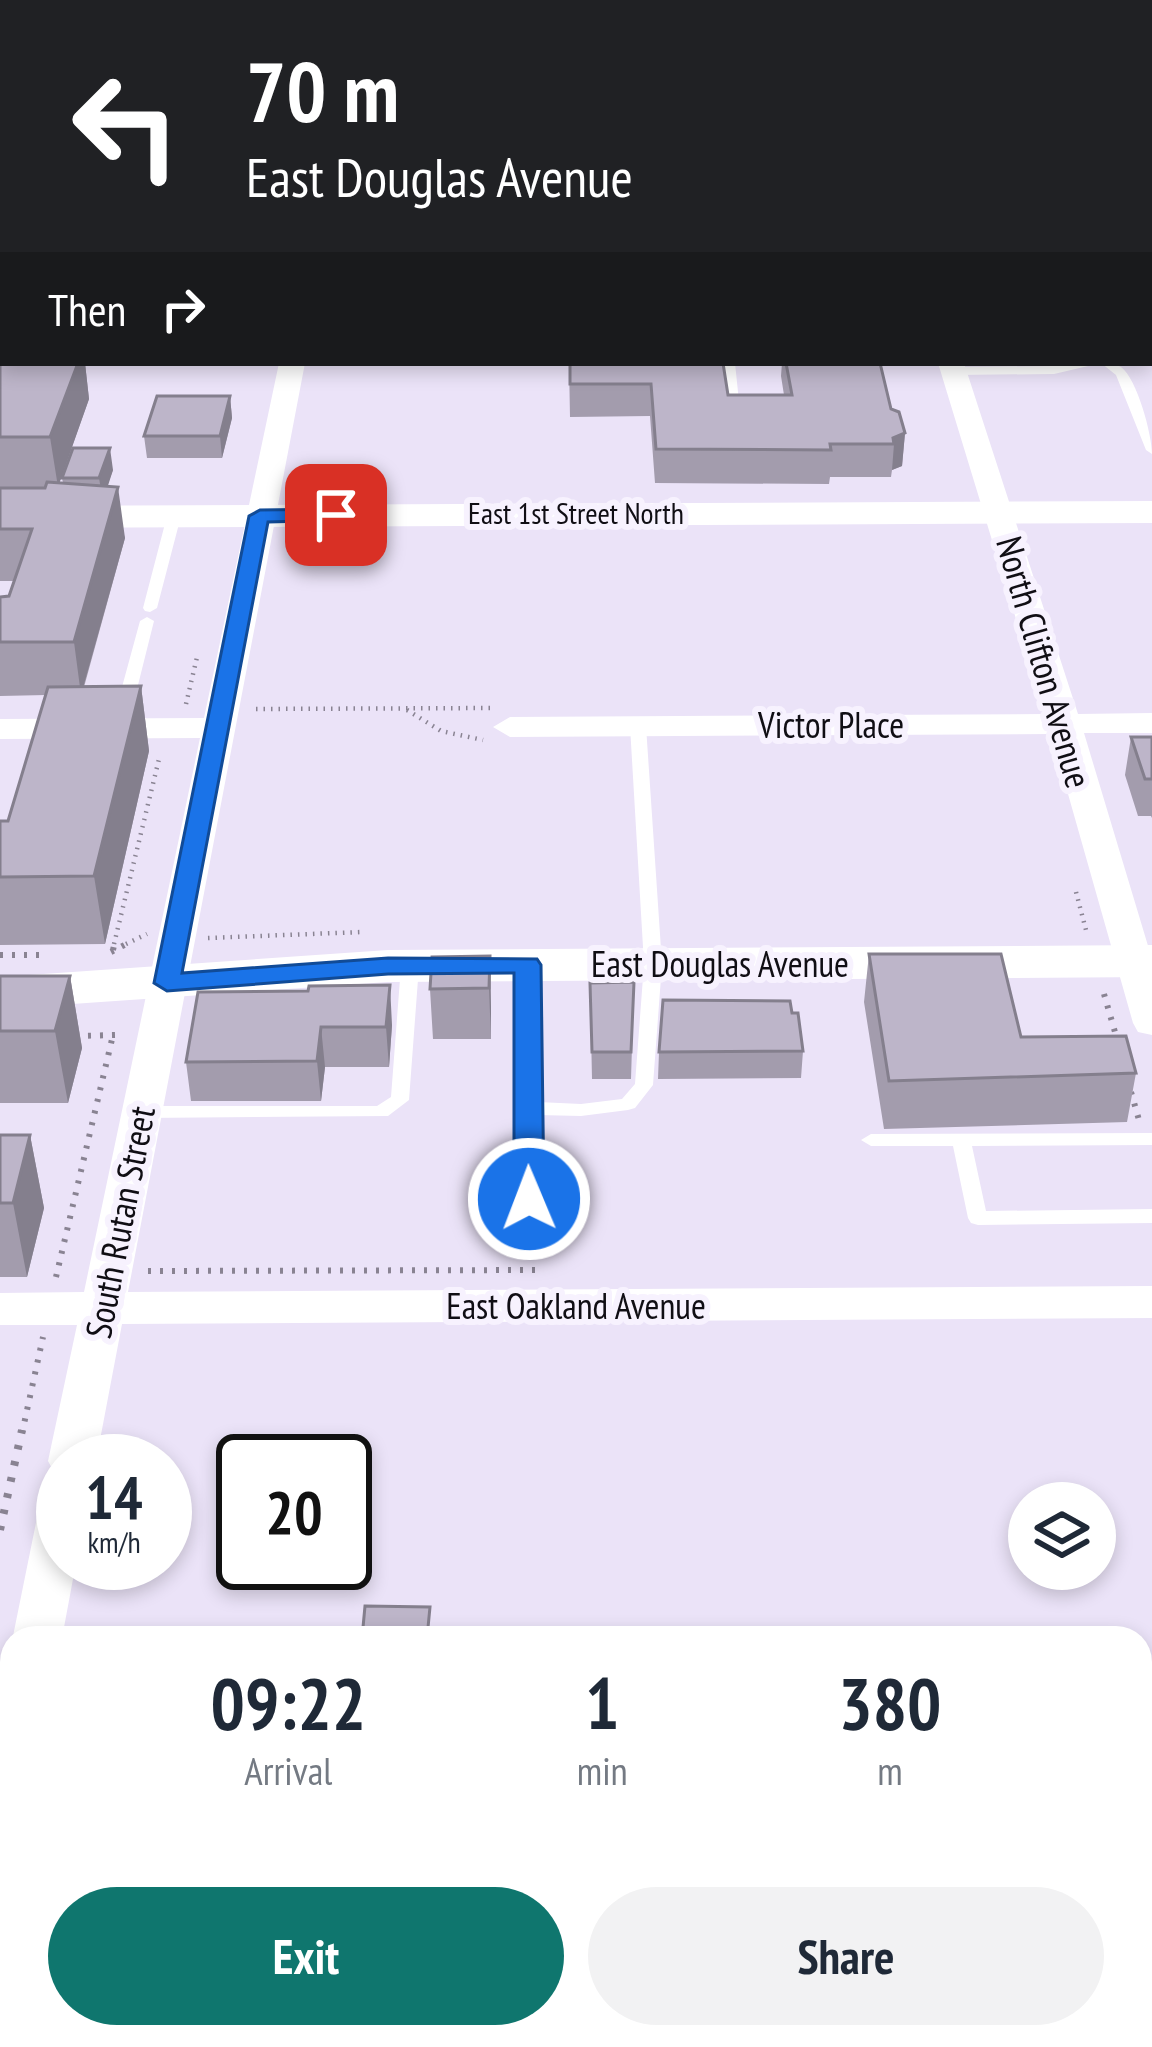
<!DOCTYPE html>
<html lang="en">
<head>
<meta charset="utf-8">
<style>
	body { margin:0; font-family:"PT Sans Narrow",sans-serif; background:#f2f2f3; color:#1f2937; height:100vh; display:flex; flex-direction:column; font-size:45px; white-space:nowrap }
	* { box-sizing:border-box; margin:0 }
	p { font-size:39px; color:#747a83 }
	.icon { flex:none; width:66px; height:66px; fill:none; stroke:currentColor; stroke-width:2; stroke-linecap:round; stroke-linejoin:round }
	.map { position:relative; flex:1; overflow:hidden }
	.details { position:absolute; left:0px; top:1626px; width:1152px; height:423px; display:flex; flex-direction:column; background:#fff; border-radius:36px 36px 0 0; box-shadow:0 6px 18px #0003 }
	.details>* { flex:none }
	.top-card { position:absolute; left:0px; top:0px; width:1152px; height:366px; box-shadow:0 6px 18px #0003; background:#202124; color:#fff; overflow:hidden }
	.tools { position:absolute; left:1008px; top:1482px; display:grid; gap:24px }
	.tools a { display:grid; place-items:center; width:108px; height:108px; border-radius:50%; background:#fff; box-shadow:0 6px 18px #0003; font-size:60px }
	.speed { position:absolute; left:36px; top:1434px; display:flex; gap:24px; font-size:60px; font-weight:700; text-align:center }
	.speed>* { display:grid; place-content:center; width:156px; height:156px; border-radius:50%; background:#fff; box-shadow:0 6px 18px #0003; line-height:1 }
	.speed small { font-size:30px; font-weight:400 }
	.speed .limit { border:6px solid #111; border-radius:18px; background:#fff; color:#111 }
	.pin { position:absolute; display:grid; place-items:center; width:102px; height:102px; color:#fff; margin:-51px; border-radius:24px; box-shadow:0 6px 18px #0006 }
	.me { position:absolute; width:132px; margin:-66px; rotate:359deg; stroke-linejoin:round; filter:drop-shadow(0 0 9px #0008) }
	.turn { display:flex; align-items:center; gap:42px; height:252px; padding:0 48px; font-size:54px }
	.turn .icon { width:156px; height:156px; stroke-width:2.5 }
	.turn b { display:block; font-size:84px; line-height:102px }
	.then { display:flex; align-items:center; height:114px; padding:0 48px; background:#0003; gap:24px; font-size:45px }
	.eta { display:flex; justify-content:space-evenly; align-items:center; height:204px; text-align:center }
	.eta b { font-size:72px; font-weight:700; line-height:84px }
	.action { display:flex; gap:24px; margin-top:auto; padding:24px 48px }
	.action a { flex:1; height:138px; border-radius:72px; background:#0f766e; color:#fff; font-size:48px; font-weight:700; line-height:138px; text-align:center }
	.action a+a { background:#f2f2f3; color:#1f2937 }
	.map>svg:first-child { display:block }
	.lines { fill:none; stroke-linecap:round; stroke-linejoin:round }
	.path-far3 { stroke:#898392; stroke-width:3; stroke-dasharray:1.5 4.5; stroke-linecap:butt }
	.path-far2 { stroke:#898392; stroke-width:4.5; stroke-dasharray:1.5 6; stroke-linecap:butt }
	.path-far1 { stroke:#898392; stroke-width:6; stroke-dasharray:3 9; stroke-linecap:butt }
	.path { stroke:#898392; stroke-width:8; stroke-dasharray:4.5 12; stroke-linecap:butt }
	.service { fill:#fff; fill-rule:evenodd }
	.minor { fill:#fff; fill-rule:evenodd }
	.tertiary { fill:#fff; fill-rule:evenodd }
	.secondary { fill:#fff; fill-rule:evenodd }
	.wall { fill:#a39cad }
	.shaded-wall { fill:#847f8d }
	.building { fill:#bdb5c9; stroke:#847f8d; stroke-width:3 }
	.route { fill:#1a73e8; stroke:#114b97; stroke-width:3 }
	.labels { text-anchor:middle; stroke-width:12; stroke-linejoin:round; paint-order:stroke }
	.far-street-label { font-size:30px; fill:#100e14; stroke:#f7f2fe }
	.street-label { font-size:36px; fill:#100e14; stroke:#f7f2fe }
</style>
</head>
<body>
<div class="map">
<svg width="1152" height="2047" viewBox="0 0 1152 2047">
	<rect width="100%" height="100%" fill="#ebe3f8"/>
	<g class="lines">
		<path class="path-far3" d="M1149,86L1152,91
			M1149,153L1152,158"/>
		<path class="path-far2" d="M186,704L198,653
			M256,709L494,708
			M407,710L441,731L483,740
			M1076,892L1086,930
			M208,938L362,932
			M114,944L160,755
			M126,944L147,934"/>
		<path class="path-far1" d="M113,950L115,941
			M111,952L132,941
			M0,955H39
			M1104,994L1117,1039
			M76,1036L116,1035
			M1131,1092L1139,1120
			M148,1271L536,1270
			M56,1277L113,1035
			M22,1433L43,1337"/>
		<path class="path" d="M0,1530L22,1430
			M1140,1756H1152
			M0,1858H12
			M5,2047L12,2010"/>
		<path class="service" d="M105,0H113L112,3H104Z
			M0,34H3V40H0Z
			M723,363H735L741,421L731,418Z
			M1074,363H1101L1054,374L954,375L948,371L954,367L1054,366Z
			M1101,363C1111,363 1113,362 1121,367C1137,379 1152,434 1152,454L1146,450L1116,375Z
			M174,512L181,516L157,608L150,612L145,611L143,608L167,516Z
			M147,617L154,621L132,709L129,712H119L116,709L140,621Z
			M638,721L646,726L662,964L653,1085L635,1108L628,1110L581,1116L538,1115L539,1199L536,1204H522L519,1199V965L522,961H534L537,965L538,1102L581,1104L622,1099L635,1084L644,964L630,726Z
			M410,961L419,966L409,1100L388,1116L142,1118L133,1112L142,1106H377L391,1097L401,966Z
			M1152,1133V1145L972,1146L986,1211L1152,1209V1223L978,1225L971,1223L968,1218L953,1146H871L861,1140L871,1134Z
			M536,2037H564L563,2047H535Z"/>
		<path class="minor" d="M357,0H375V3H357Z
			M594,0H612V3H594Z
			M833,0H851L852,3H834Z
			M1014,0H1032L1034,3H1016Z
			M1149,41H1152V53H1149Z
			M1149,113H1152V131H1149Z
			M0,143H3V157H0Z
			M3,258V277L0,278V259Z
			M279,363H305L128,1292L1152,1286V1318L122,1324L96,1461H63V1476L55,1474L48,1461L77,1325H0V1293L84,1292L200,738L0,739V719L204,718Z
			M938,363H964L1078,714L1152,713V733H1084L1152,959V1035L1138,1032L1133,1023L1051,734L510,737L493,727L510,717L1045,714Z
			M63,1489V1563H76L62,1638L12,1641L39,1508L46,1495Z
			M12,1735V1835L0,1839V1739Z
			M1140,1786H1152V1834H1140Z
			M675,2037H735L736,2047H676Z"/>
		<path class="tertiary" d="M1149,227H1152V245H1149Z
			M0,229H3V247H0Z
			M1152,501V523L0,528V506Z"/>
		<path class="secondary" d="M1152,945V977L388,982L0,1009V977L388,950Z"/>
	</g>
	<path class="wall" d="M2,0H89L88,3H3V10Z
		M0,288L3,363H85L89,399L59,483H63L62,478L113,470L107,486L125,538L84,687L141,686L149,751L105,944L0,945V821H8L46,695L0,696V597L9,596L14,581H0V488L46,487H0Z
		M569,363L728,395H784L781,376L782,363H880L891,409L905,433L902,466L892,470L891,477H830L829,484L655,483L650,416L570,417Z
		M230,396L232,418L222,458H147L144,436Z
		M1131,737H1152V818L1151,816H1138L1125,775Z
		M869,954L1021,1037L1136,1073L1127,1122L884,1129L864,1002Z
		M490,956L491,1039H433L430,989Z
		M0,976H70L82,1048L68,1103H0Z
		M634,982L631,1079H592L590,983Z
		M198,992L392,1025L389,1067H325L321,1101H191L186,1062Z
		M792,1013L803,1051L801,1078L658,1079L659,1052Z
		M0,1135H30L44,1208L27,1277H0Z"/>
	<path class="shaded-wall" d="M71,0H89L88,3H71Z
		M78,363H85L89,399L58,487L50,437Z
		M230,396L232,418L222,458L220,436Z
		M905,433L902,466L892,470L894,444L893,438Z
		M110,448L113,470L103,501L99,478Z
		M118,487L125,538L81,695L74,642Z
		M141,686L149,751L105,944L94,876Z
		M490,956L491,1007V1039L489,988Z
		M70,976L82,1048L68,1103L55,1031Z
		M390,985L392,1025L389,1067L386,1027Z
		M321,1027L325,1067L321,1101L317,1061Z
		M30,1135L44,1208L27,1277L13,1203Z"/>
	<path class="building" d="M414,0H443V3H414Z
		M3,281V363H78L50,437H0V288Z
		M570,363H723L728,395H792L786,363H880L891,409L899,412L905,433L893,438L894,444H830L831,450L656,449L651,384H570Z
		M157,396H230L220,436H144Z
		M73,448H110L99,478H62Z
		M47,482L118,487L74,642H0V597L9,596L32,529H0V488H45Z
		M141,686L94,876L0,877V821H8L48,687Z
		M1131,737H1152V779H1145Z
		M869,954H1001L1021,1037L1126,1036L1136,1073L889,1081Z
		M490,956L489,988L430,989L432,957Z
		M0,976H70L55,1031H0Z
		M634,982L631,1052H592L590,983Z
		M390,985L386,1027H321L317,1061L186,1062L198,992L308,991L309,986Z
		M663,1000L790,1001L792,1013H798L803,1051L659,1052Z
		M0,1135H30L13,1203H0Z
		M365,1606L430,1607L427,1638H362Z"/>
	<path class="route" d="M336,509L346,515L343,520L268,522L182,973L388,958L537,959L541,965L544,1199L540,1207H519L514,1199V973L388,974L167,991L154,983L249,516L260,510Z"/>
	<g class="labels">
		<g class="far-street-label">
			<text x="576" y="524">East 1st Street North</text>
		</g>
		<g class="street-label">
			<text transform="translate(1044 662) rotate(74)" y="13">North Clifton Avenue</text>
			<text x="831" y="738">Victor Place</text>
			<text x="720" y="977">East Douglas Avenue</text>
			<text transform="translate(120 1222) rotate(-79)" y="13">South Rutan Street</text>
			<text x="576" y="1319">East Oakland Avenue</text>
		</g>
	</g>
</svg>
<div class="tools">
<a><svg class="icon" aria-label="layers" viewBox="0 0 24 24"><path d="M12 4l9 5-9 5-9-5zM3 14l9 5 9-5"/></svg></a>
</div>
<div class="speed"><div>14<small>km/h</small></div><div class="limit">20</div></div>
<div class="pin" style="left:336px;top:515px;background:#d93025"><svg class="icon" aria-label="arrive" viewBox="0 0 24 24"><path d="M6 21V4h12l-3 4 3 4H6"/></svg></div>
<svg class="me" style="left:529px;top:1199px" viewBox="-20 -20 40 40"><circle r="17" fill="#1a73e8" stroke="#fff" stroke-width="3"/><path d="M0-11L8 9 0 5-8 9z" fill="#fff"/></svg>
<div class="top-card">
<div class="turn"><svg class="icon" aria-label="left" viewBox="0 0 24 24"><path d="M17 20v-9H6M10 6l-5 5 5 5"/></svg><div><b>70 m</b>East Douglas Avenue</div></div>
<div class="then">Then<svg class="icon" aria-label="right" viewBox="0 0 24 24"><path d="M7 20v-9h11M14 6l5 5-5 5"/></svg></div>
</div>
<section class="details">
<div class="eta">
<div><b>09:22</b><p>Arrival</p></div>
<div><b>1</b><p>min</p></div>
<div><b>380</b><p>m</p></div>
</div>
<div class="action"><a>Exit</a><a>Share</a></div>
</section>
</div>
</body>
</html>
===============
WHAT YOU SHOULD DO> Each line of the entries above that has the word "aria" is to be copied.

ANSWER SECTION>
<a><svg class="icon" aria-label="layers" viewBox="0 0 24 24"><path d="M12 4l9 5-9 5-9-5zM3 14l9 5 9-5"/></svg></a>
<div class="pin" style="left:336px;top:515px;background:#d93025"><svg class="icon" aria-label="arrive" viewBox="0 0 24 24"><path d="M6 21V4h12l-3 4 3 4H6"/></svg></div>
<div class="turn"><svg class="icon" aria-label="left" viewBox="0 0 24 24"><path d="M17 20v-9H6M10 6l-5 5 5 5"/></svg><div><b>70 m</b>East Douglas Avenue</div></div>
<div class="then">Then<svg class="icon" aria-label="right" viewBox="0 0 24 24"><path d="M7 20v-9h11M14 6l5 5-5 5"/></svg></div>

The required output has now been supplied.